Immigrants bring diversity and cultural dynamism. At the same time, as Nobel laureate Thomas Schelling notes, substantial segregation might naturally emerge. People might then live quite separately, without many shared loyalties.

Immigration has economic effects. But it also affects the current and future values of a country, including its concern for foreigners. People may legitimately differ on the correct policies”. 

(8)    A final, unattached note: Mass immigration is a social experiment – in fact no one can predict what the consequences are.  And the way "we" behave now, will itself influence the course that future events will take.  "We" will need the right balance of realism and goodwill. And "we" will need goodwill and voluntarism coming from all involved parties. Otherwise there is not and never will be a “we”.  At this point  I am quite apprehensive. How much turmoil still lays ahead? And how much of what I value in European culture will survive?  But then again, I do continue to take comfort from the day to day “multi-cultural” living together  as  I experience it at work or in my neighbourhood. Not all is lost yet.     




of ports and books, and images of escape





Although contemporary ports are a rational economic affair – the imagination is fortunately slow to adapt. Who would not project onto ports, a promise, if not of happiness, then at least of travel & escape? 

My actual naval experience is limited to a train tour (25 years ago on a cheap youth eurorail ticket) of Europe’s port cities. Maritime romance was, alas, in short supply everywhere, but among the visited cities, Hamburg, even though bustling with commerce & industry, did appeal most to the imagination. 

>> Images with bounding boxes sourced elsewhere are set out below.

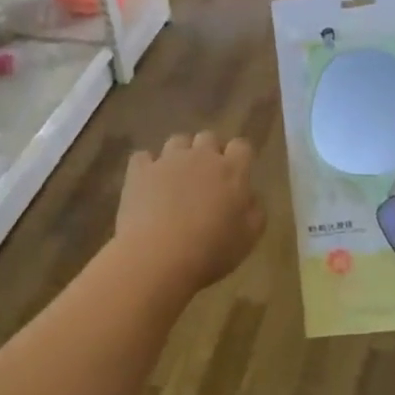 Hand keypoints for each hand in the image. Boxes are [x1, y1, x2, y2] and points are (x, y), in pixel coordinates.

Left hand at [116, 133, 263, 292]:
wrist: (158, 256)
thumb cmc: (211, 250)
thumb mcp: (249, 238)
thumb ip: (254, 211)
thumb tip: (250, 197)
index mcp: (232, 171)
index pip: (241, 146)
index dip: (239, 158)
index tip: (236, 175)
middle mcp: (201, 156)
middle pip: (208, 138)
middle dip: (209, 152)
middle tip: (206, 178)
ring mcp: (168, 160)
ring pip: (177, 141)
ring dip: (180, 154)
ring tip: (176, 179)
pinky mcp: (139, 171)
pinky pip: (143, 157)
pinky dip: (147, 167)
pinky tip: (147, 184) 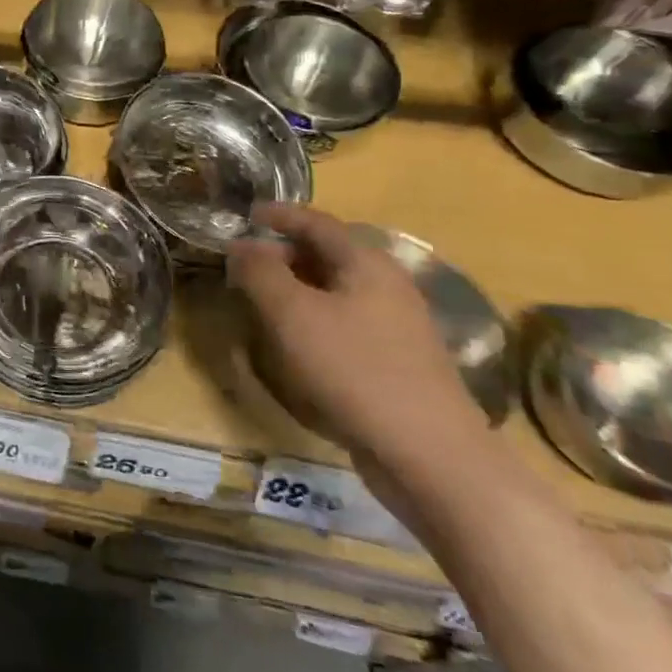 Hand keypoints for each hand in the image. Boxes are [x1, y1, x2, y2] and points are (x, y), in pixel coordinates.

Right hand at [227, 204, 492, 484]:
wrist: (431, 456)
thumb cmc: (355, 370)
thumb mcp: (292, 314)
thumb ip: (260, 272)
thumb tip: (240, 246)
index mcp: (367, 263)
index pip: (316, 222)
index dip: (278, 215)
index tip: (245, 215)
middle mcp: (387, 286)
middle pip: (327, 255)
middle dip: (283, 254)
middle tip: (244, 265)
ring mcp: (396, 326)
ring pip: (335, 292)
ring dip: (296, 290)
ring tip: (260, 302)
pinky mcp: (396, 363)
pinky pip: (345, 325)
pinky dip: (314, 321)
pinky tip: (294, 344) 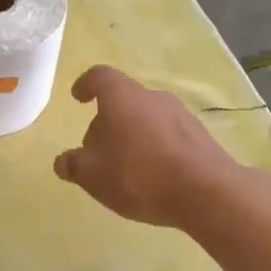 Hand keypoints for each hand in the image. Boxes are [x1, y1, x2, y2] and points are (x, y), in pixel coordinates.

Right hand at [53, 66, 236, 226]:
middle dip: (106, 122)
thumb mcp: (93, 175)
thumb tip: (63, 161)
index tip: (78, 97)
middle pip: (123, 101)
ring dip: (131, 136)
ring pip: (146, 118)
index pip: (100, 77)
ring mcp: (181, 115)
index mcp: (123, 96)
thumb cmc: (139, 174)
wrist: (207, 193)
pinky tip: (151, 177)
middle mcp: (153, 97)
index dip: (86, 84)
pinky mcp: (200, 137)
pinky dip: (153, 148)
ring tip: (123, 168)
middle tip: (96, 151)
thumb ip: (74, 165)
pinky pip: (167, 135)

I now read (1) how the busy commercial people of Hamburg came rather late (& reluctantly) to culture & artistic education. And if they did,  it was partly thanks to the  "Kulturwissenschaftliche Bibliothek Warburg"  : this wonderful joint venture of the entrepreneurial & dazzlingly wealthy Warburg banker brothers and the eldest, melancholy & nerve wracked,  non-banker brother, Aby Warburg. 

In 1933 the library escaped from the Nazis by boat, via the port of Hamburg.

“He came back from Italy with four thousand books. Seven years later, in 1911, he has fifteen thousand books. 
In 1933, more than sixty thousand books will leave Hamburg for England, aboard of two steamships."

The kind of sentence to keep alive the immemorial lure of ships on the horizon.  





 Notes

  1.     « Aby Warburg ou la tentation du regard », by Marie-Anne Lescourret
  2.  The link of the text with the photos is admittedly tenuous – one is a picture of the river Scheldt taken from the MAS building in Antwerpen, and the other is a photo (detail) from a Netherlandish painting, taken in Suermondt museum in Aachen.  In fact, there only is some  subjective contemporaneousness, in terms of reading & photographing – both camera & Warburg book accompanied me on my year-end escapist trips.